═════ DATA EXTRACTS

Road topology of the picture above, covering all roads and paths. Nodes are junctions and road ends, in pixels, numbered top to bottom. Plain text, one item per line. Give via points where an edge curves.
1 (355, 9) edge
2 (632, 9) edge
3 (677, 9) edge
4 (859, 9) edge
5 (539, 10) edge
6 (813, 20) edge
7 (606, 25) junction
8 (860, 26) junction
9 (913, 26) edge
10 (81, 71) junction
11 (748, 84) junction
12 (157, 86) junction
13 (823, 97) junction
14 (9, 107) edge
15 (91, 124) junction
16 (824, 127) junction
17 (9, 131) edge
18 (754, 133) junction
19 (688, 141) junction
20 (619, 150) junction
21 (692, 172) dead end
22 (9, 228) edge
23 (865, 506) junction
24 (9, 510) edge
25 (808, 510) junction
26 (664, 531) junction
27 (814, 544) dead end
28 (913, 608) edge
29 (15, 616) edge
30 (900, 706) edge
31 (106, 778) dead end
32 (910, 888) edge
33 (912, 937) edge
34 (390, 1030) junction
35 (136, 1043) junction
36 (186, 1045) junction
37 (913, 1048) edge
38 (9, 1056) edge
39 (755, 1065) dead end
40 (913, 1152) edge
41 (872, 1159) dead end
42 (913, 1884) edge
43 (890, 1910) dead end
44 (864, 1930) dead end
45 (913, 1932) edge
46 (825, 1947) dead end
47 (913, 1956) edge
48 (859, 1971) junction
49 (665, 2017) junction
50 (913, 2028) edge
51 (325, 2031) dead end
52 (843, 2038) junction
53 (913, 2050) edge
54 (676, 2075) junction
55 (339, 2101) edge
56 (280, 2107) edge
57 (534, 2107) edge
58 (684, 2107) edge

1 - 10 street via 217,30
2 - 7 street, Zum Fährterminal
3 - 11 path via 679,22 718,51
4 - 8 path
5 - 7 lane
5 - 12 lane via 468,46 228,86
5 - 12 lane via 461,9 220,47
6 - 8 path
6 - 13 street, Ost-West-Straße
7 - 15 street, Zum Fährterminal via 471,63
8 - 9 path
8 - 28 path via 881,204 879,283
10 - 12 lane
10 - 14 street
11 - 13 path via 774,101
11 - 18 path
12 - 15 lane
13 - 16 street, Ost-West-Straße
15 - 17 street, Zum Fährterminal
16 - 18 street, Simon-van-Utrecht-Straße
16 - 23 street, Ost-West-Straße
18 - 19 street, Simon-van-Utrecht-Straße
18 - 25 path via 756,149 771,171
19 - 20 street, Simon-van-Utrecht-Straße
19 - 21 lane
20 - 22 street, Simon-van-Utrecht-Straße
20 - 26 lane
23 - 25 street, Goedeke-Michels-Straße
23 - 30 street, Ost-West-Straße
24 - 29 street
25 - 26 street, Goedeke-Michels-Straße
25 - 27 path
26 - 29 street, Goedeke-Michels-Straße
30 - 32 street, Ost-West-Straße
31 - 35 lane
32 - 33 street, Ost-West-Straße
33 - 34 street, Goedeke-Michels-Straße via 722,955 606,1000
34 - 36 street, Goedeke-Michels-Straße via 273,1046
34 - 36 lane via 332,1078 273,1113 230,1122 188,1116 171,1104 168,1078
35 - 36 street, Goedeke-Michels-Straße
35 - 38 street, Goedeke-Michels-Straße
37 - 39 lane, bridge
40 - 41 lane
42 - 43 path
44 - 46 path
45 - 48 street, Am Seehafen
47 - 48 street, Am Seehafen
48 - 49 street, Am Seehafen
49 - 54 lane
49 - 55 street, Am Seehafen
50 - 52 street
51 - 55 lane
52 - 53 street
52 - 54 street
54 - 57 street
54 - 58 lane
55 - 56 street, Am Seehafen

══════════

▶ _EXERCISE DIRECTIONS_
Nothing should be dropped or changed, so repeat all of the entries exactly.

▶ _FINAL ANSWER_
Road topology of the picture above, covering all roads and paths. Nodes are junctions and road ends, in pixels, numbered top to bottom. Plain text, one item per line. Give via points where an edge curves.
1 (355, 9) edge
2 (632, 9) edge
3 (677, 9) edge
4 (859, 9) edge
5 (539, 10) edge
6 (813, 20) edge
7 (606, 25) junction
8 (860, 26) junction
9 (913, 26) edge
10 (81, 71) junction
11 (748, 84) junction
12 (157, 86) junction
13 (823, 97) junction
14 (9, 107) edge
15 (91, 124) junction
16 (824, 127) junction
17 (9, 131) edge
18 (754, 133) junction
19 (688, 141) junction
20 (619, 150) junction
21 (692, 172) dead end
22 (9, 228) edge
23 (865, 506) junction
24 (9, 510) edge
25 (808, 510) junction
26 (664, 531) junction
27 (814, 544) dead end
28 (913, 608) edge
29 (15, 616) edge
30 (900, 706) edge
31 (106, 778) dead end
32 (910, 888) edge
33 (912, 937) edge
34 (390, 1030) junction
35 (136, 1043) junction
36 (186, 1045) junction
37 (913, 1048) edge
38 (9, 1056) edge
39 (755, 1065) dead end
40 (913, 1152) edge
41 (872, 1159) dead end
42 (913, 1884) edge
43 (890, 1910) dead end
44 (864, 1930) dead end
45 (913, 1932) edge
46 (825, 1947) dead end
47 (913, 1956) edge
48 (859, 1971) junction
49 (665, 2017) junction
50 (913, 2028) edge
51 (325, 2031) dead end
52 (843, 2038) junction
53 (913, 2050) edge
54 (676, 2075) junction
55 (339, 2101) edge
56 (280, 2107) edge
57 (534, 2107) edge
58 (684, 2107) edge

1 - 10 street via 217,30
2 - 7 street, Zum Fährterminal
3 - 11 path via 679,22 718,51
4 - 8 path
5 - 7 lane
5 - 12 lane via 468,46 228,86
5 - 12 lane via 461,9 220,47
6 - 8 path
6 - 13 street, Ost-West-Straße
7 - 15 street, Zum Fährterminal via 471,63
8 - 9 path
8 - 28 path via 881,204 879,283
10 - 12 lane
10 - 14 street
11 - 13 path via 774,101
11 - 18 path
12 - 15 lane
13 - 16 street, Ost-West-Straße
15 - 17 street, Zum Fährterminal
16 - 18 street, Simon-van-Utrecht-Straße
16 - 23 street, Ost-West-Straße
18 - 19 street, Simon-van-Utrecht-Straße
18 - 25 path via 756,149 771,171
19 - 20 street, Simon-van-Utrecht-Straße
19 - 21 lane
20 - 22 street, Simon-van-Utrecht-Straße
20 - 26 lane
23 - 25 street, Goedeke-Michels-Straße
23 - 30 street, Ost-West-Straße
24 - 29 street
25 - 26 street, Goedeke-Michels-Straße
25 - 27 path
26 - 29 street, Goedeke-Michels-Straße
30 - 32 street, Ost-West-Straße
31 - 35 lane
32 - 33 street, Ost-West-Straße
33 - 34 street, Goedeke-Michels-Straße via 722,955 606,1000
34 - 36 street, Goedeke-Michels-Straße via 273,1046
34 - 36 lane via 332,1078 273,1113 230,1122 188,1116 171,1104 168,1078
35 - 36 street, Goedeke-Michels-Straße
35 - 38 street, Goedeke-Michels-Straße
37 - 39 lane, bridge
40 - 41 lane
42 - 43 path
44 - 46 path
45 - 48 street, Am Seehafen
47 - 48 street, Am Seehafen
48 - 49 street, Am Seehafen
49 - 54 lane
49 - 55 street, Am Seehafen
50 - 52 street
51 - 55 lane
52 - 53 street
52 - 54 street
54 - 57 street
54 - 58 lane
55 - 56 street, Am Seehafen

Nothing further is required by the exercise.